IV
VICTOR HUGO À SES CONCITOYENS
Je réponds à l’appel des soixante mille électeurs qui m’ont spontanément honoré de leurs suffrages aux élections de la Seine. Je me présente à votre libre choix.
Dans la situation politique telle qu’elle est, on me demande toute ma pensée.
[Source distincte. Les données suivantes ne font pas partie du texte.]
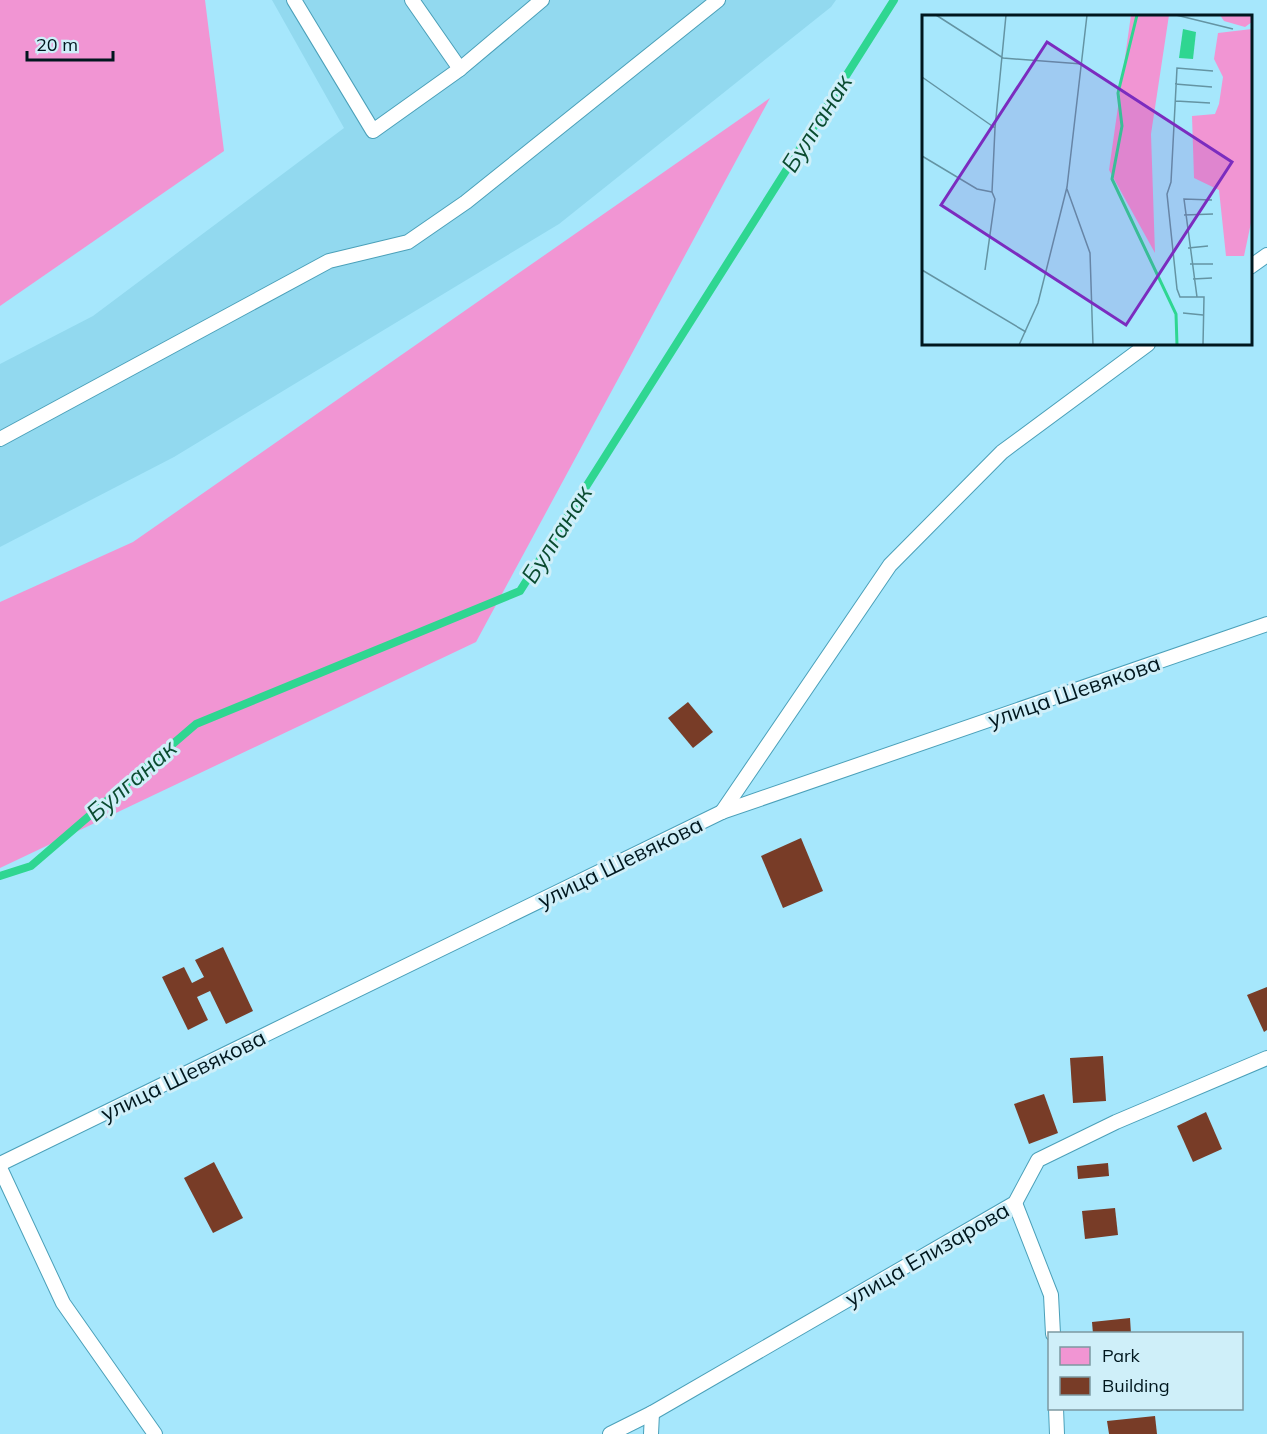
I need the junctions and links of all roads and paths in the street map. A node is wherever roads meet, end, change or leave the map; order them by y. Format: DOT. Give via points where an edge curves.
graph roads {
  1 [pos="294,0"];
  2 [pos="412,0"];
  3 [pos="542,0"];
  4 [pos="718,0"];
  5 [pos="460,69"];
  6 [pos="1267,255"];
  7 [pos="1252,266"];
  8 [pos="1147,345"];
  9 [pos="0,439"];
  10 [pos="1267,624"];
  11 [pos="722,812"];
  12 [pos="1267,1058"];
  13 [pos="0,1166"];
  14 [pos="1015,1203"];
  15 [pos="1053,1332"];
  16 [pos="1056,1410"];
  17 [pos="652,1413"];
  18 [pos="155,1434"];
  19 [pos="610,1434"];
  20 [pos="651,1434"];
  21 [pos="1057,1434"];
  1 -- 5 [label="lane" via="373,131"];
  2 -- 5 [label="lane"];
  3 -- 5 [label="lane"];
  4 -- 9 [label="lane" via="466,202 408,242 329,261"];
  6 -- 7 [label="lane"];
  8 -- 11 [label="lane" via="1002,452 890,565"];
  10 -- 11 [label="lane, улица Шевякова"];
  11 -- 13 [label="lane, улица Шевякова"];
  12 -- 14 [label="lane, улица Елизарова" via="1038,1160"];
  13 -- 18 [label="lane" via="63,1303"];
  14 -- 15 [label="lane" via="1052,1295"];
  14 -- 17 [label="lane, улица Елизарова"];
  16 -- 21 [label="lane"];
  17 -- 19 [label="lane, улица Елизарова"];
  17 -- 20 [label="lane"];
}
La voici :
Deux républiques sont possibles.
L’une abattra le drapeau tricolore sous le drapeau rouge, fera des gros sous avec la colonne, jettera bas la statue de Napoléon et dressera la statue de Marat, détruira l’institut, l’école polytechnique et la légion d’honneur, ajoutera à l’auguste devise : Liberté, Égalité, Fraternité, l’option sinistre : ou la Mort ; fera banqueroute, ruinera les riches sans enrichir les pauvres, anéantira le crédit, qui est la fortune de tous, et le travail, qui est le pain de chacun, abolira la propriété et la famille, promènera des têtes sur des piques, remplira les prisons par le soupçon et les videra par le massacre, mettra l’Europe en feu et la civilisation en cendre, fera de la France la patrie des ténèbres, égorgera la liberté, étouffera les arts, décapitera la pensée, niera Dieu ; remettra en mouvement ces deux machines fatales qui ne vont pas l’une sans l’autre, la planche aux assignats et la bascule de la guillotine ; en un mot, fera froidement ce que les hommes de 93 ont fait ardemment, et, après l’horrible dans le grand que nos pères ont vu, nous montrera le monstrueux dans le petit.